→ **Data for this task**:
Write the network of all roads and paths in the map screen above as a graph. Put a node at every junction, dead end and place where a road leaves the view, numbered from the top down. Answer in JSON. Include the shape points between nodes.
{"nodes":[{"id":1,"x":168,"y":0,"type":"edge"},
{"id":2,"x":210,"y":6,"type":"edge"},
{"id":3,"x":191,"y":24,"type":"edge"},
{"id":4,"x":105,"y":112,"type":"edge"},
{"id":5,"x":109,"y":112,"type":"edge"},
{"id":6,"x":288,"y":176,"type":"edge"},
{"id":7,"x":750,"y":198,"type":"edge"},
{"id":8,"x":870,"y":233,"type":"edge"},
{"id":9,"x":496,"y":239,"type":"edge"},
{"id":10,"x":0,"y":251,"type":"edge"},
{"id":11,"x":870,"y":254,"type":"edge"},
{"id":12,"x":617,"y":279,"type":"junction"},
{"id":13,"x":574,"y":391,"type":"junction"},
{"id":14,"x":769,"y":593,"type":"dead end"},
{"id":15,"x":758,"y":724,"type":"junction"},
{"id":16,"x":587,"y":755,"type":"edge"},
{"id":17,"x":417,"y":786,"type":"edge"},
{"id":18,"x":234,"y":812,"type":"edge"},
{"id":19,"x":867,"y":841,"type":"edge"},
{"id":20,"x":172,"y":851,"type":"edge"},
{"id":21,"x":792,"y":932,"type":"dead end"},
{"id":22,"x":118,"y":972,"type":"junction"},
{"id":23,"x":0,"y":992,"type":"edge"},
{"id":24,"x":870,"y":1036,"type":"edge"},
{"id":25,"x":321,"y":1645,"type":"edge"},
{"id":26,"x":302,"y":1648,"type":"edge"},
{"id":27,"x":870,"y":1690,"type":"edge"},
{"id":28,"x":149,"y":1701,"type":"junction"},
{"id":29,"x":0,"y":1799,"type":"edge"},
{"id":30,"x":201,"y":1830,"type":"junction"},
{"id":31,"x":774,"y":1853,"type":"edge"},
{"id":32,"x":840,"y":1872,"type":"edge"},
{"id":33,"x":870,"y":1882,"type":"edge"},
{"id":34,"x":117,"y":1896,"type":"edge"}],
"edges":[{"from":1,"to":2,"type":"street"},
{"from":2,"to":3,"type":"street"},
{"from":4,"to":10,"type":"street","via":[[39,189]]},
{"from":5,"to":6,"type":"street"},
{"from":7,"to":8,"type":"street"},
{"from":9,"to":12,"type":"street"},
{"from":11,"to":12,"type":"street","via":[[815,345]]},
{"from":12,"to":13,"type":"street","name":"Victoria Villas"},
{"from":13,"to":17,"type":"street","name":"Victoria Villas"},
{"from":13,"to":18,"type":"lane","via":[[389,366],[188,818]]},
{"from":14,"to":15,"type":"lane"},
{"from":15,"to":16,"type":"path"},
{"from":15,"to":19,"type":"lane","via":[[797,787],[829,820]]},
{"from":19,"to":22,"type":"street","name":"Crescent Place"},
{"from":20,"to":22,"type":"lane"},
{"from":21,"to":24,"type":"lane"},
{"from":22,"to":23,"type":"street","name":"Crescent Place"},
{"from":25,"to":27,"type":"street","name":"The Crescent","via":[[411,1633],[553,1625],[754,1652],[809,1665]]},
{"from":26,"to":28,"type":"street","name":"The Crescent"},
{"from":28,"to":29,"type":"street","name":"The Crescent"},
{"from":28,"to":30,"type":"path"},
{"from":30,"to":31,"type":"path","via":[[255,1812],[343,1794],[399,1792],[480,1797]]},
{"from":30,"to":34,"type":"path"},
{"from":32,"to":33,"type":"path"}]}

→ **Brief**:
The records above should be transcribed in full, with no differences.

→ **Task response**:
Write the network of all roads and paths in the map screen above as a graph. Put a node at every junction, dead end and place where a road leaves the view, numbered from the top down. Answer in JSON. Include the shape points between nodes.
{"nodes":[{"id":1,"x":168,"y":0,"type":"edge"},
{"id":2,"x":210,"y":6,"type":"edge"},
{"id":3,"x":191,"y":24,"type":"edge"},
{"id":4,"x":105,"y":112,"type":"edge"},
{"id":5,"x":109,"y":112,"type":"edge"},
{"id":6,"x":288,"y":176,"type":"edge"},
{"id":7,"x":750,"y":198,"type":"edge"},
{"id":8,"x":870,"y":233,"type":"edge"},
{"id":9,"x":496,"y":239,"type":"edge"},
{"id":10,"x":0,"y":251,"type":"edge"},
{"id":11,"x":870,"y":254,"type":"edge"},
{"id":12,"x":617,"y":279,"type":"junction"},
{"id":13,"x":574,"y":391,"type":"junction"},
{"id":14,"x":769,"y":593,"type":"dead end"},
{"id":15,"x":758,"y":724,"type":"junction"},
{"id":16,"x":587,"y":755,"type":"edge"},
{"id":17,"x":417,"y":786,"type":"edge"},
{"id":18,"x":234,"y":812,"type":"edge"},
{"id":19,"x":867,"y":841,"type":"edge"},
{"id":20,"x":172,"y":851,"type":"edge"},
{"id":21,"x":792,"y":932,"type":"dead end"},
{"id":22,"x":118,"y":972,"type":"junction"},
{"id":23,"x":0,"y":992,"type":"edge"},
{"id":24,"x":870,"y":1036,"type":"edge"},
{"id":25,"x":321,"y":1645,"type":"edge"},
{"id":26,"x":302,"y":1648,"type":"edge"},
{"id":27,"x":870,"y":1690,"type":"edge"},
{"id":28,"x":149,"y":1701,"type":"junction"},
{"id":29,"x":0,"y":1799,"type":"edge"},
{"id":30,"x":201,"y":1830,"type":"junction"},
{"id":31,"x":774,"y":1853,"type":"edge"},
{"id":32,"x":840,"y":1872,"type":"edge"},
{"id":33,"x":870,"y":1882,"type":"edge"},
{"id":34,"x":117,"y":1896,"type":"edge"}],
"edges":[{"from":1,"to":2,"type":"street"},
{"from":2,"to":3,"type":"street"},
{"from":4,"to":10,"type":"street","via":[[39,189]]},
{"from":5,"to":6,"type":"street"},
{"from":7,"to":8,"type":"street"},
{"from":9,"to":12,"type":"street"},
{"from":11,"to":12,"type":"street","via":[[815,345]]},
{"from":12,"to":13,"type":"street","name":"Victoria Villas"},
{"from":13,"to":17,"type":"street","name":"Victoria Villas"},
{"from":13,"to":18,"type":"lane","via":[[389,366],[188,818]]},
{"from":14,"to":15,"type":"lane"},
{"from":15,"to":16,"type":"path"},
{"from":15,"to":19,"type":"lane","via":[[797,787],[829,820]]},
{"from":19,"to":22,"type":"street","name":"Crescent Place"},
{"from":20,"to":22,"type":"lane"},
{"from":21,"to":24,"type":"lane"},
{"from":22,"to":23,"type":"street","name":"Crescent Place"},
{"from":25,"to":27,"type":"street","name":"The Crescent","via":[[411,1633],[553,1625],[754,1652],[809,1665]]},
{"from":26,"to":28,"type":"street","name":"The Crescent"},
{"from":28,"to":29,"type":"street","name":"The Crescent"},
{"from":28,"to":30,"type":"path"},
{"from":30,"to":31,"type":"path","via":[[255,1812],[343,1794],[399,1792],[480,1797]]},
{"from":30,"to":34,"type":"path"},
{"from":32,"to":33,"type":"path"}]}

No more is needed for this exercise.